(Stored data entries)
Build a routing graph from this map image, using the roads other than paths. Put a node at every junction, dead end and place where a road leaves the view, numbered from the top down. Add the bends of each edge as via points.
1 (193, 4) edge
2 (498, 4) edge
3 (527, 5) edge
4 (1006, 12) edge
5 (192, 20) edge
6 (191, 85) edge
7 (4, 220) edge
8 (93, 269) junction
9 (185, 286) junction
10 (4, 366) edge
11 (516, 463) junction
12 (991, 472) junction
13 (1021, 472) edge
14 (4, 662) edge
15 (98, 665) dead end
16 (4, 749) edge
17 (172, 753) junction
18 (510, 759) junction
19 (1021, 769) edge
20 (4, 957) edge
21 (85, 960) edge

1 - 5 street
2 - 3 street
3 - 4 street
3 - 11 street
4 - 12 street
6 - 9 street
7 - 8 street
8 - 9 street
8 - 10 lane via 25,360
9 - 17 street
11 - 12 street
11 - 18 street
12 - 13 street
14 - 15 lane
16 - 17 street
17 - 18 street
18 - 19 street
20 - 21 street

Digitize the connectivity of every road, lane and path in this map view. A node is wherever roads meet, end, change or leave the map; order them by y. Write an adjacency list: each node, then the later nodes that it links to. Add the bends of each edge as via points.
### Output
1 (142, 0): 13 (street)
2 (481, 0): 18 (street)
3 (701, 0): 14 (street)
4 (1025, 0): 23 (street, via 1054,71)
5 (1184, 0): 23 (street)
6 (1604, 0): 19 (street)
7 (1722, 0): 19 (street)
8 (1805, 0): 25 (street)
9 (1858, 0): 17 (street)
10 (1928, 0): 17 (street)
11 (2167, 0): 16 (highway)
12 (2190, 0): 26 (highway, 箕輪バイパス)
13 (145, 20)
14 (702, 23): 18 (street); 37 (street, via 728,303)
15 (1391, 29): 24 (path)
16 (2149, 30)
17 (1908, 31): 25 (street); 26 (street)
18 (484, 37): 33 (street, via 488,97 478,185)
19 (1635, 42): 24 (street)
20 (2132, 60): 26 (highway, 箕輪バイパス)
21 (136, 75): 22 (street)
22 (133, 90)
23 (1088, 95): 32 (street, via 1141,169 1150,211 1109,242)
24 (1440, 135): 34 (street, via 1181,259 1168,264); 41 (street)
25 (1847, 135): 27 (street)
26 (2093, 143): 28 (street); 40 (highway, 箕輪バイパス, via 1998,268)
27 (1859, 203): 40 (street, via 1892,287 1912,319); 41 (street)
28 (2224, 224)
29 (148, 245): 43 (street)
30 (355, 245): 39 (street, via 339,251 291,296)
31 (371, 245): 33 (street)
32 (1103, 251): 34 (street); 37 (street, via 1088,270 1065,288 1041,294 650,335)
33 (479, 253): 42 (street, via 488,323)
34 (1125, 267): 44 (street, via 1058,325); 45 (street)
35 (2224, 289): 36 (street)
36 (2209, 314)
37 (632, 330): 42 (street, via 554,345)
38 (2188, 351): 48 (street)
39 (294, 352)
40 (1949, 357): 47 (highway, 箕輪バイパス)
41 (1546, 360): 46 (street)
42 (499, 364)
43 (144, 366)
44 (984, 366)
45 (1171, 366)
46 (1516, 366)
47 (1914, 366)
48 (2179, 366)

- _TRY IT_: A reply that repeats all the data exactly is required.

- _ANSWER SECTION_:
Build a routing graph from this map image, using the roads other than paths. Put a node at every junction, dead end and place where a road leaves the view, numbered from the top down. Add the bends of each edge as via points.
1 (193, 4) edge
2 (498, 4) edge
3 (527, 5) edge
4 (1006, 12) edge
5 (192, 20) edge
6 (191, 85) edge
7 (4, 220) edge
8 (93, 269) junction
9 (185, 286) junction
10 (4, 366) edge
11 (516, 463) junction
12 (991, 472) junction
13 (1021, 472) edge
14 (4, 662) edge
15 (98, 665) dead end
16 (4, 749) edge
17 (172, 753) junction
18 (510, 759) junction
19 (1021, 769) edge
20 (4, 957) edge
21 (85, 960) edge

1 - 5 street
2 - 3 street
3 - 4 street
3 - 11 street
4 - 12 street
6 - 9 street
7 - 8 street
8 - 9 street
8 - 10 lane via 25,360
9 - 17 street
11 - 12 street
11 - 18 street
12 - 13 street
14 - 15 lane
16 - 17 street
17 - 18 street
18 - 19 street
20 - 21 street

Digitize the connectivity of every road, lane and path in this map view. A node is wherever roads meet, end, change or leave the map; order them by y. Write an adjacency list: each node, then the later nodes that it links to. Add the bends of each edge as via points.
### Output
1 (142, 0): 13 (street)
2 (481, 0): 18 (street)
3 (701, 0): 14 (street)
4 (1025, 0): 23 (street, via 1054,71)
5 (1184, 0): 23 (street)
6 (1604, 0): 19 (street)
7 (1722, 0): 19 (street)
8 (1805, 0): 25 (street)
9 (1858, 0): 17 (street)
10 (1928, 0): 17 (street)
11 (2167, 0): 16 (highway)
12 (2190, 0): 26 (highway, 箕輪バイパス)
13 (145, 20)
14 (702, 23): 18 (street); 37 (street, via 728,303)
15 (1391, 29): 24 (path)
16 (2149, 30)
17 (1908, 31): 25 (street); 26 (street)
18 (484, 37): 33 (street, via 488,97 478,185)
19 (1635, 42): 24 (street)
20 (2132, 60): 26 (highway, 箕輪バイパス)
21 (136, 75): 22 (street)
22 (133, 90)
23 (1088, 95): 32 (street, via 1141,169 1150,211 1109,242)
24 (1440, 135): 34 (street, via 1181,259 1168,264); 41 (street)
25 (1847, 135): 27 (street)
26 (2093, 143): 28 (street); 40 (highway, 箕輪バイパス, via 1998,268)
27 (1859, 203): 40 (street, via 1892,287 1912,319); 41 (street)
28 (2224, 224)
29 (148, 245): 43 (street)
30 (355, 245): 39 (street, via 339,251 291,296)
31 (371, 245): 33 (street)
32 (1103, 251): 34 (street); 37 (street, via 1088,270 1065,288 1041,294 650,335)
33 (479, 253): 42 (street, via 488,323)
34 (1125, 267): 44 (street, via 1058,325); 45 (street)
35 (2224, 289): 36 (street)
36 (2209, 314)
37 (632, 330): 42 (street, via 554,345)
38 (2188, 351): 48 (street)
39 (294, 352)
40 (1949, 357): 47 (highway, 箕輪バイパス)
41 (1546, 360): 46 (street)
42 (499, 364)
43 (144, 366)
44 (984, 366)
45 (1171, 366)
46 (1516, 366)
47 (1914, 366)
48 (2179, 366)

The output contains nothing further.